The entries are to be repeated exactly, with all pictures omitted.
++++++
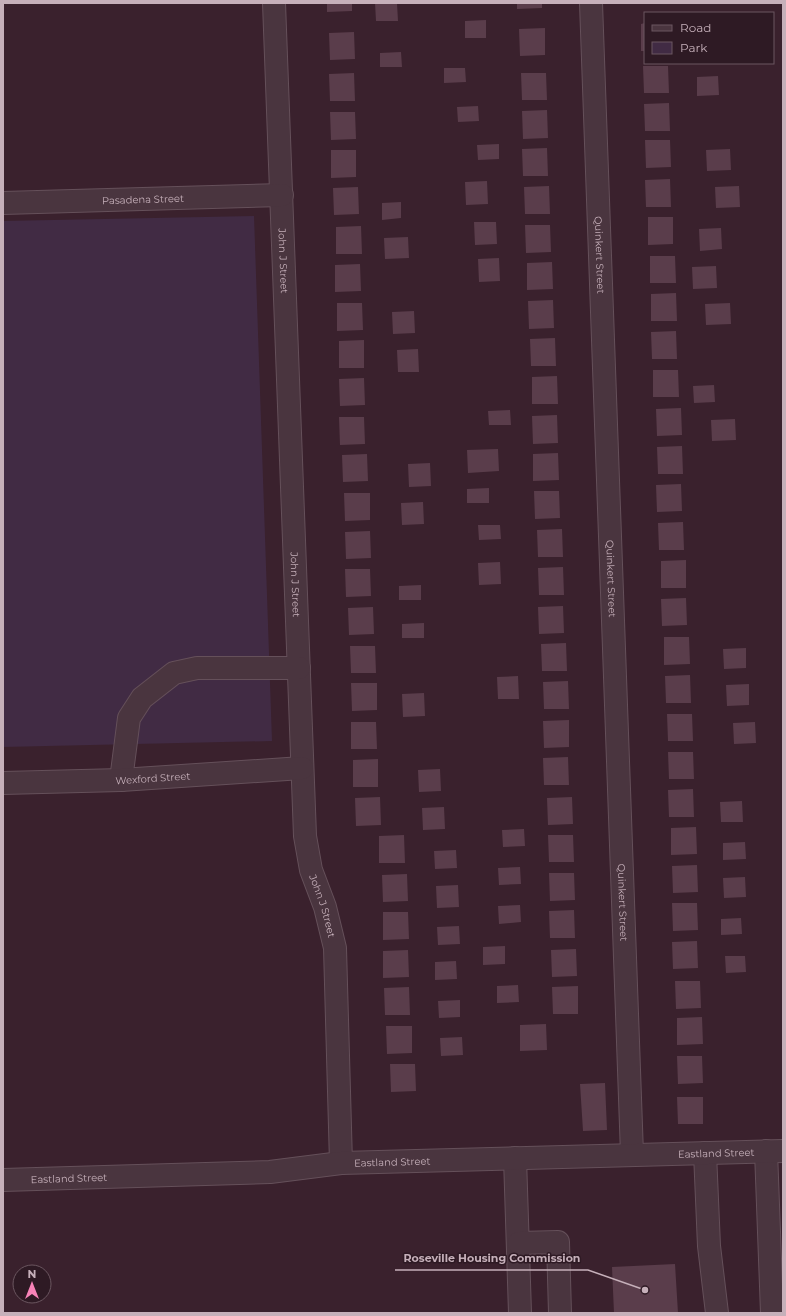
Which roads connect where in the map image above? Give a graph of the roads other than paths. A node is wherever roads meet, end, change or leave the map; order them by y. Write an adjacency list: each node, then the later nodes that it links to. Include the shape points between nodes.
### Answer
1 (274, 3): 3 (street, John J Street)
2 (591, 3): 11 (street, Quinkert Street)
3 (282, 195): 4 (street, Pasadena Street); 5 (street, John J Street)
4 (3, 203)
5 (299, 668): 6 (street, John J Street); 7 (street, via 197,668 174,673 142,698 129,718)
6 (302, 768): 7 (street, Wexford Street); 13 (street, John J Street, via 307,854 335,948)
7 (121, 780): 8 (street, Wexford Street)
8 (3, 783)
9 (774, 1151): 10 (street, Eastland Street); 19 (street)
10 (705, 1152): 11 (street, Eastland Street); 18 (street, via 710,1246)
11 (632, 1154): 12 (street, Eastland Street)
12 (515, 1158): 13 (street, Eastland Street); 15 (street)
13 (341, 1163): 14 (street, Eastland Street, via 270,1172)
14 (3, 1180)
15 (519, 1242): 16 (street); 17 (street, via 558,1242)
16 (520, 1313)
17 (560, 1313)
18 (717, 1313)
19 (772, 1313)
++++++
▶ **TASK ANSWER**
Which roads connect where in the map image above? Give a graph of the roads other than paths. A node is wherever roads meet, end, change or leave the map; order them by y. Write an adjacency list: each node, then the later nodes that it links to. Include the shape points between nodes.
### Answer
1 (274, 3): 3 (street, John J Street)
2 (591, 3): 11 (street, Quinkert Street)
3 (282, 195): 4 (street, Pasadena Street); 5 (street, John J Street)
4 (3, 203)
5 (299, 668): 6 (street, John J Street); 7 (street, via 197,668 174,673 142,698 129,718)
6 (302, 768): 7 (street, Wexford Street); 13 (street, John J Street, via 307,854 335,948)
7 (121, 780): 8 (street, Wexford Street)
8 (3, 783)
9 (774, 1151): 10 (street, Eastland Street); 19 (street)
10 (705, 1152): 11 (street, Eastland Street); 18 (street, via 710,1246)
11 (632, 1154): 12 (street, Eastland Street)
12 (515, 1158): 13 (street, Eastland Street); 15 (street)
13 (341, 1163): 14 (street, Eastland Street, via 270,1172)
14 (3, 1180)
15 (519, 1242): 16 (street); 17 (street, via 558,1242)
16 (520, 1313)
17 (560, 1313)
18 (717, 1313)
19 (772, 1313)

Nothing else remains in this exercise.